* [Supplied information]
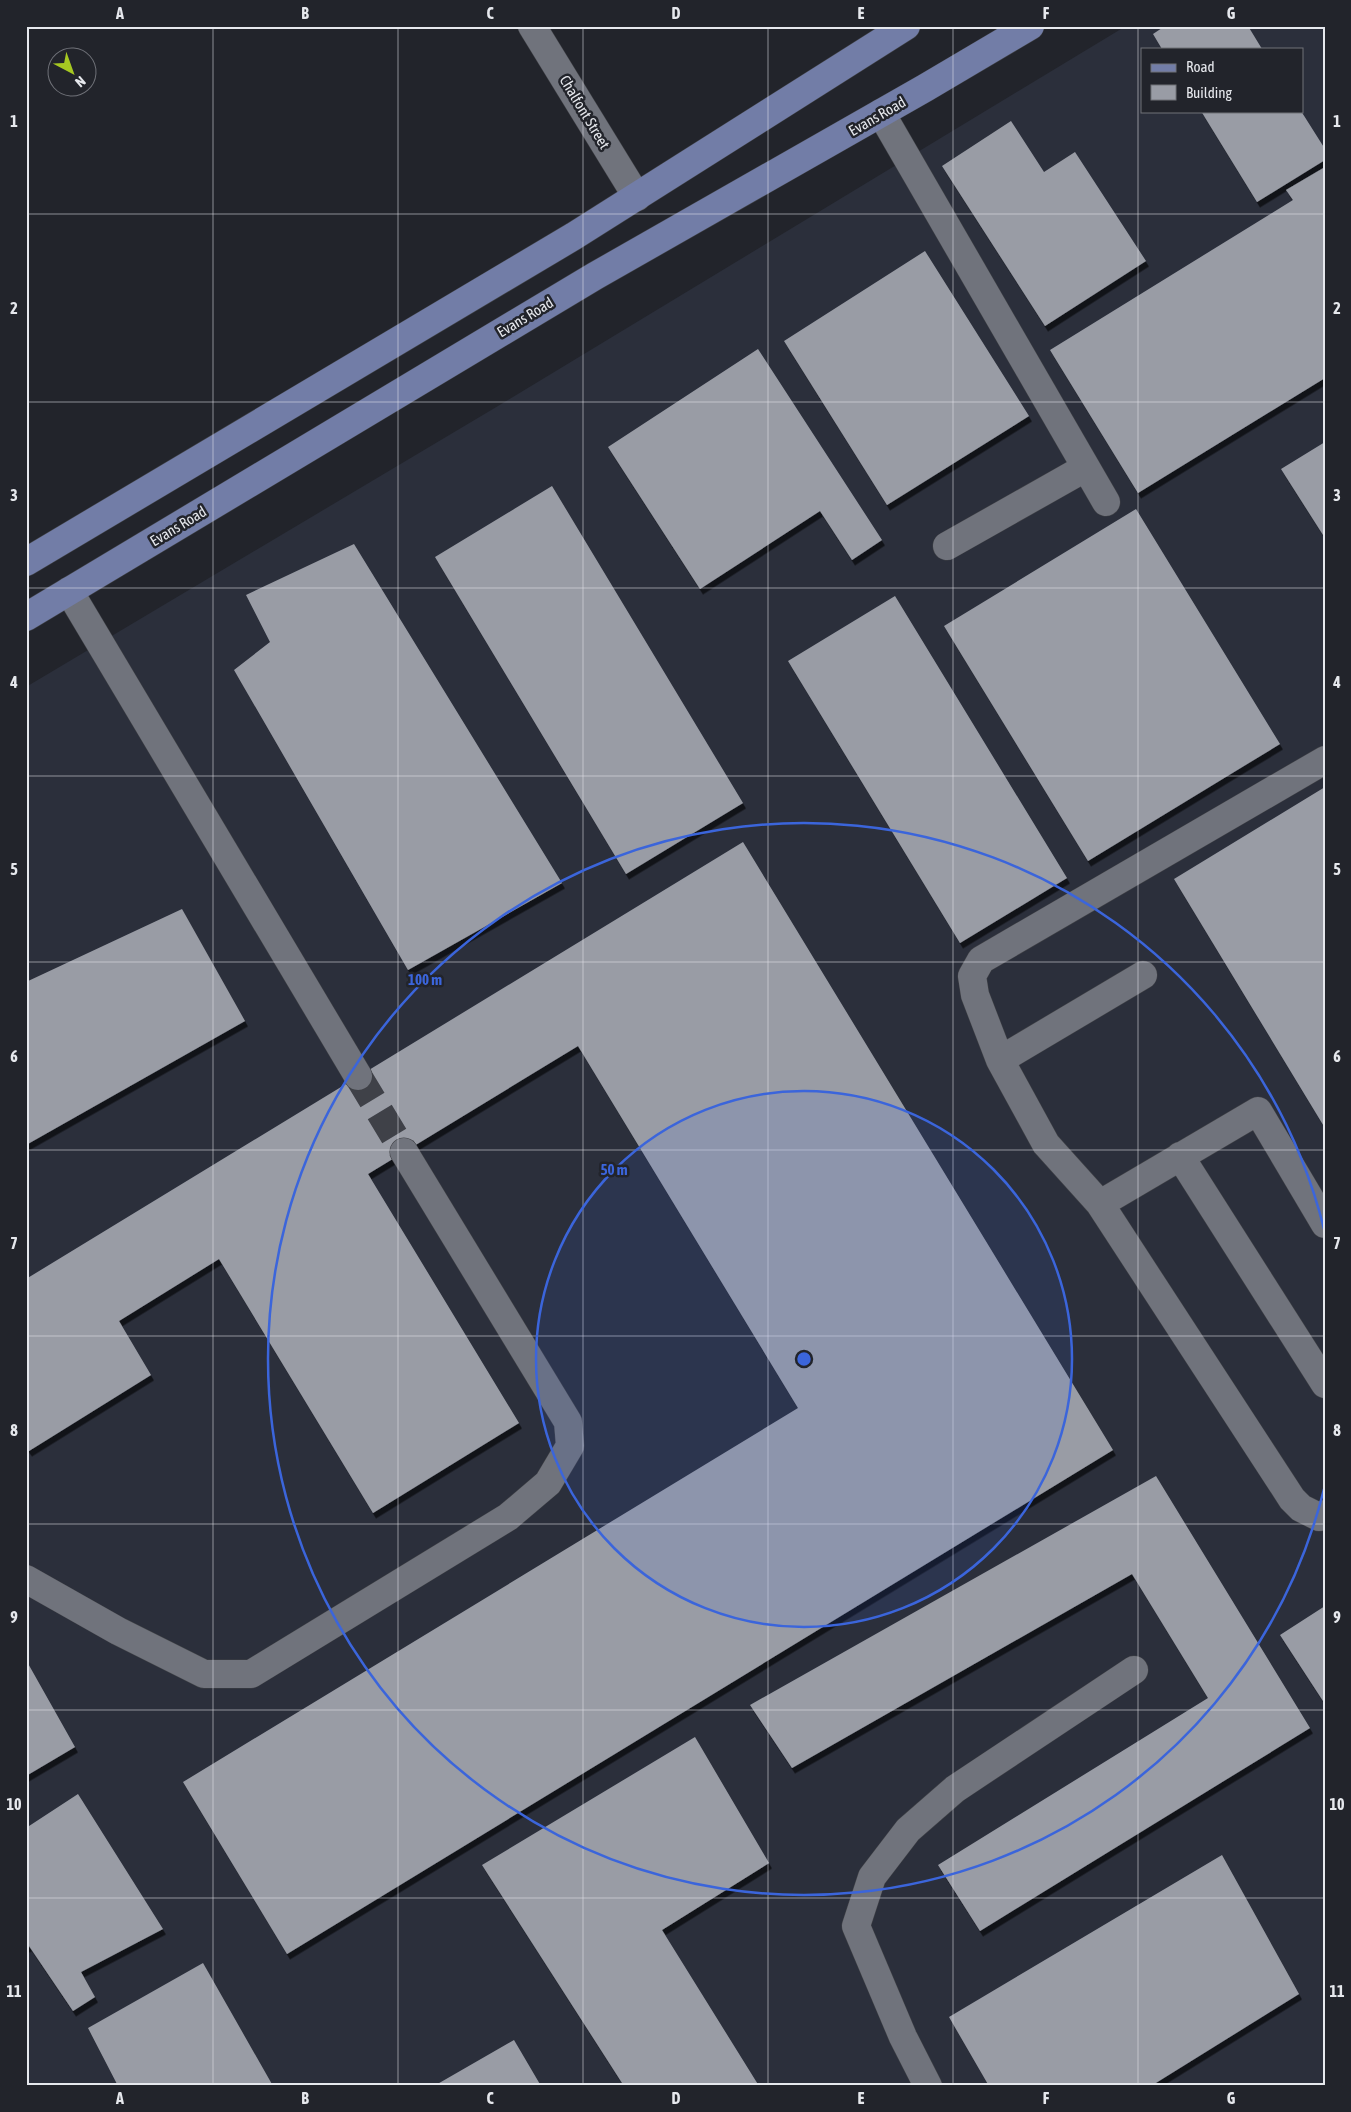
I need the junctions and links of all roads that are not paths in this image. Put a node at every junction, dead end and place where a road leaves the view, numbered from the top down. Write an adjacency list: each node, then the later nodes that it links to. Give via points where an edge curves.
1 (532, 26): 5 (street, Chalfont Street)
2 (906, 26): 5 (main road)
3 (1030, 26): 4 (main road, Evans Road)
4 (881, 113): 6 (street); 10 (main road, Evans Road, via 595,276)
5 (637, 197): 9 (main road)
6 (1085, 468): 7 (street); 8 (street)
7 (1106, 502)
8 (947, 546)
9 (26, 562)
10 (69, 592): 11 (main road, Evans Road); 15 (street)
11 (26, 617)
12 (1325, 760): 14 (street, via 981,960 972,976)
13 (1143, 975): 14 (street)
14 (1000, 1060): 18 (street, via 1046,1144)
15 (358, 1076)
16 (404, 1152): 22 (street, via 568,1422 570,1446 548,1483 508,1517 251,1674 204,1674 118,1631)
17 (1180, 1156): 18 (street); 19 (street, via 1258,1111); 20 (street)
18 (1100, 1204): 21 (street, via 1279,1482 1301,1508 1319,1517)
19 (1325, 1224)
20 (1325, 1384)
21 (1325, 1514)
22 (26, 1579)
23 (1134, 1670): 24 (street, via 955,1789 908,1830 872,1877 856,1926 903,2037)
24 (928, 2086)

* [Required action] Keep the pictures out while you retype all of the data above exactly as it appears.

* [Solution to the problem]
I need the junctions and links of all roads that are not paths in this image. Put a node at every junction, dead end and place where a road leaves the view, numbered from the top down. Write an adjacency list: each node, then the later nodes that it links to. Give via points where an edge curves.
1 (532, 26): 5 (street, Chalfont Street)
2 (906, 26): 5 (main road)
3 (1030, 26): 4 (main road, Evans Road)
4 (881, 113): 6 (street); 10 (main road, Evans Road, via 595,276)
5 (637, 197): 9 (main road)
6 (1085, 468): 7 (street); 8 (street)
7 (1106, 502)
8 (947, 546)
9 (26, 562)
10 (69, 592): 11 (main road, Evans Road); 15 (street)
11 (26, 617)
12 (1325, 760): 14 (street, via 981,960 972,976)
13 (1143, 975): 14 (street)
14 (1000, 1060): 18 (street, via 1046,1144)
15 (358, 1076)
16 (404, 1152): 22 (street, via 568,1422 570,1446 548,1483 508,1517 251,1674 204,1674 118,1631)
17 (1180, 1156): 18 (street); 19 (street, via 1258,1111); 20 (street)
18 (1100, 1204): 21 (street, via 1279,1482 1301,1508 1319,1517)
19 (1325, 1224)
20 (1325, 1384)
21 (1325, 1514)
22 (26, 1579)
23 (1134, 1670): 24 (street, via 955,1789 908,1830 872,1877 856,1926 903,2037)
24 (928, 2086)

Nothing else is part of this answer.